Nasal Resveratrol and Wheezing Episodes in Preschool Children (RSVchild)

December 27, 2020 updated by: Giuseppe Di Cara, PhD, MD, University Of Perugia

Intermittent Treatment With Nasal Resveratrol and Reduction of Wheezing Episodes in Non Atopic Preschool Children

As most of the upper airways infections (UAI) leading to wheezing are secondary to viral triggers, the possible antinflammatory and antiviral role of resveratrol has been suggested in several studies, both in vitro and in vivo. However, its efficacy has been studied only when evaluating upper respiratory symptoms.

With the aim to define new approaches in patients with recurrent wheezing triggered by UAI we have performed a prospective observational study to evaluate the efficacy of a short-course of intranasal resveratrol, administered for 7 days at the beginning of UAI, when compared to standard nasal lavage with 0.9% saline solution, in terms of reduction in wheezing episodes.

Study Overview

Status

Completed

Conditions

Intervention / Treatment

Detailed Description

Patients Patients were selected from those referring to our centre for recurrent wheezing in the previous year.

The inclusion criteria were:

  • Presence of at least 8 episodes of wheezing in the previous October-March period
  • Negative skin prick test (SPT) for the most common allergens.
  • Age less than 6 years

The exclusion criteria were:

  • Sensitization to food allergens
  • Sensitization to perennial allergens or to tree pollen allergens.
  • Presence of atopic dermatitis

Patients were enrolled during visit 1, from April to August 2018, and were instructed to record symptoms of upper and lower airways during the wash-out period of September. During visit 2 at the end of September patients were randomized into 2 groups:

  • group 1: patients treated with 0.9% saline solution daily nasal lavage
  • group 2: patients treated with 0.9% saline solution daily nasal lavage and a 7-days therapy with nasal resveratrol, from the beginning of upper airways symptoms.

All patients were followed from September 2018 to the end of March 2019, with visit 3 and 4 after two (end of November) and four months (end of January). Follow-up ended with visit 5 at the end of March. All patients were instructed to register in specifically designated charts the number of days with symptoms of upper airways inflammation and the recurrence of wheezing. As predictive index of disease severity, parents were instructed to register both days with oral corticosteroids administration (OCA) and with hospitalization need, as ER occurrence or admission to paediatric wards. All patient were instructed to treat each wheezing episode with inhaled salbutamol and, if wheezing persisted, with oral prednisolone once a day, according to guidelines (Gina 2015).

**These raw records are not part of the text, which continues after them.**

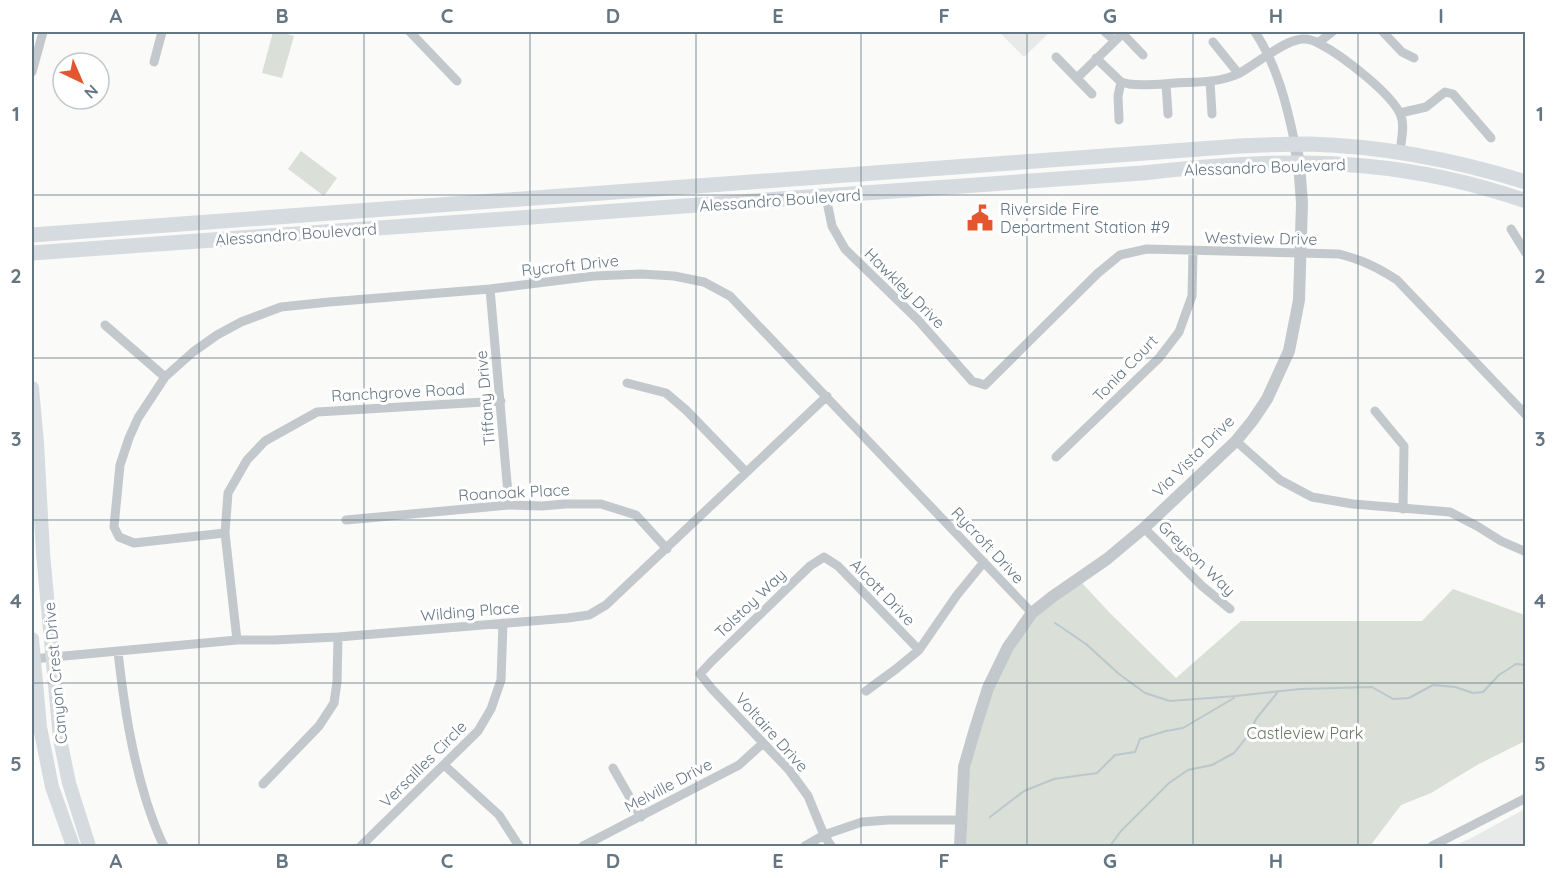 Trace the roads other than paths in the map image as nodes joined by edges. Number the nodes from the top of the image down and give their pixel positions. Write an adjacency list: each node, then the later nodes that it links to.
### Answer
1 (43, 32): 17 (street)
2 (162, 32): 16 (street)
3 (410, 32): 20 (street)
4 (1105, 32): 8 (street)
5 (1255, 32): 12 (street, Via Vista Drive)
6 (1332, 32): 10 (street)
7 (1383, 32): 15 (street)
8 (1120, 35): 11 (street); 14 (street)
9 (1213, 42): 18 (street)
10 (1318, 43): 12 (street); 25 (street)
11 (1143, 55)
12 (1268, 56): 18 (street); 30 (street, Via Vista Drive)
13 (1056, 57): 19 (street)
14 (1096, 58): 19 (street); 22 (street)
15 (1414, 58)
16 (154, 62)
17 (32, 72)
18 (1238, 73): 21 (street)
19 (1077, 78): 24 (street)
20 (457, 81)
21 (1210, 81): 23 (street); 27 (street)
22 (1121, 82): 23 (street); 28 (street)
23 (1166, 84): 26 (street)
24 (1092, 93)
25 (1400, 113): 29 (street); 31 (street)
26 (1168, 114)
27 (1212, 114)
28 (1119, 120)
29 (1491, 138)
30 (1295, 144): 31 (main road, Alessandro Boulevard); 32 (street, Via Vista Drive); 37 (main road, Alessandro Boulevard)
31 (1400, 152): 33 (main road, Alessandro Boulevard)
32 (1299, 163): 34 (main road, Alessandro Boulevard); 35 (main road, Alessandro Boulevard); 40 (street, Via Vista Drive)
33 (1526, 182)
34 (826, 197): 39 (main road, Alessandro Boulevard); 46 (street, Hawkley Drive)
35 (1526, 201)
36 (1511, 229): 41 (street)
37 (32, 235)
38 (1193, 251): 40 (street, Westview Drive); 46 (street, Westview Drive); 53 (street, Tonia Court)
39 (32, 252)
40 (1301, 253): 51 (street, Westview Drive); 52 (street, Via Vista Drive)
41 (1526, 254)
42 (490, 289): 44 (street, Rycroft Drive); 48 (street, Rycroft Drive); 49 (street, Tiffany Drive)
43 (105, 325): 44 (street)
44 (165, 377): 59 (street, Rycroft Drive)
45 (627, 383): 54 (street)
46 (985, 385)
47 (32, 388): 72 (main road, Canyon Crest Drive)
48 (827, 396): 54 (street, Wilding Place); 63 (street, Rycroft Drive)
49 (501, 401): 55 (street, Tiffany Drive); 59 (street, Ranchgrove Road)
50 (1375, 411): 56 (street)
51 (1526, 415)
52 (1236, 441): 56 (street); 58 (street, Via Vista Drive)
53 (1056, 457)
54 (746, 472): 60 (street, Wilding Place)
55 (509, 505): 57 (street, Roanoak Place); 60 (street, Roanoak Place)
56 (1403, 508): 61 (street)
57 (346, 520)
58 (1144, 528): 64 (street, Greyson Way); 65 (street, Via Vista Drive)
59 (225, 533): 69 (street, Ranchgrove Road)
60 (667, 549): 66 (street, Wilding Place)
61 (1526, 552)
62 (824, 557): 70 (street, Alcott Drive); 74 (street, Tolstoy Way)
63 (984, 562): 65 (street, Rycroft Drive); 70 (street)
64 (1230, 609)
65 (1032, 614): 82 (street, Via Vista Drive)
66 (503, 623): 67 (street, Wilding Place); 77 (street, Versailles Circle)
67 (338, 637): 69 (street, Wilding Place); 79 (street)
68 (32, 639): 73 (main road, Canyon Crest Drive)
69 (237, 640): 71 (street, Wilding Place)
70 (919, 650): 75 (street)
71 (118, 652): 72 (street, Wilding Place); 86 (street)
72 (54, 658): 73 (street, Wilding Place); 85 (main road, Canyon Crest Drive)
73 (32, 659): 84 (main road, Canyon Crest Drive)
74 (700, 674): 76 (street, Voltaire Drive)
75 (866, 691)
76 (763, 743): 81 (street, Melville Drive); 83 (street, Voltaire Drive)
77 (444, 765): 87 (street, Versailles Circle); 88 (street)
78 (613, 768): 81 (street)
79 (263, 784)
80 (1526, 798): 93 (street)
81 (641, 817): 89 (street, Melville Drive)
82 (961, 820): 83 (street); 92 (street, Via Vista Drive)
83 (824, 835): 90 (street); 91 (street, Voltaire Drive)
84 (73, 846)
85 (89, 846)
86 (164, 846)
87 (361, 846)
88 (519, 846)
89 (583, 846)
90 (805, 846)
91 (831, 846)
92 (960, 846)
93 (1432, 846)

Skin prick tests The sensitization status of each patient was assessed by performing skin prick tests (SPTs) with a standard panel of environmental (Stallergenes, Antony, France) and food allergens (Lofarma, Milan, Italy). Positivity of SPT was established according to the guidelines of the European Academy of Allergology and Clinical Immunology. The standard panel of allergens included Phleum pratense, Parietaria judaica, Juniperus ashei, Olea europaea, Dermatophagoides pteronyssinus, Alternaria tenuis, cat and dog epithelium; milk, egg, peanut, tree nuts, fish, shellfish, soy, and wheat plus a positive (histamine 10 mg/mL) and a negative (normal saline) control. Wheals were contoured with a soft pen and transferred onto cellotape. A skin reaction of 5 mm was considered the threshold for positivity.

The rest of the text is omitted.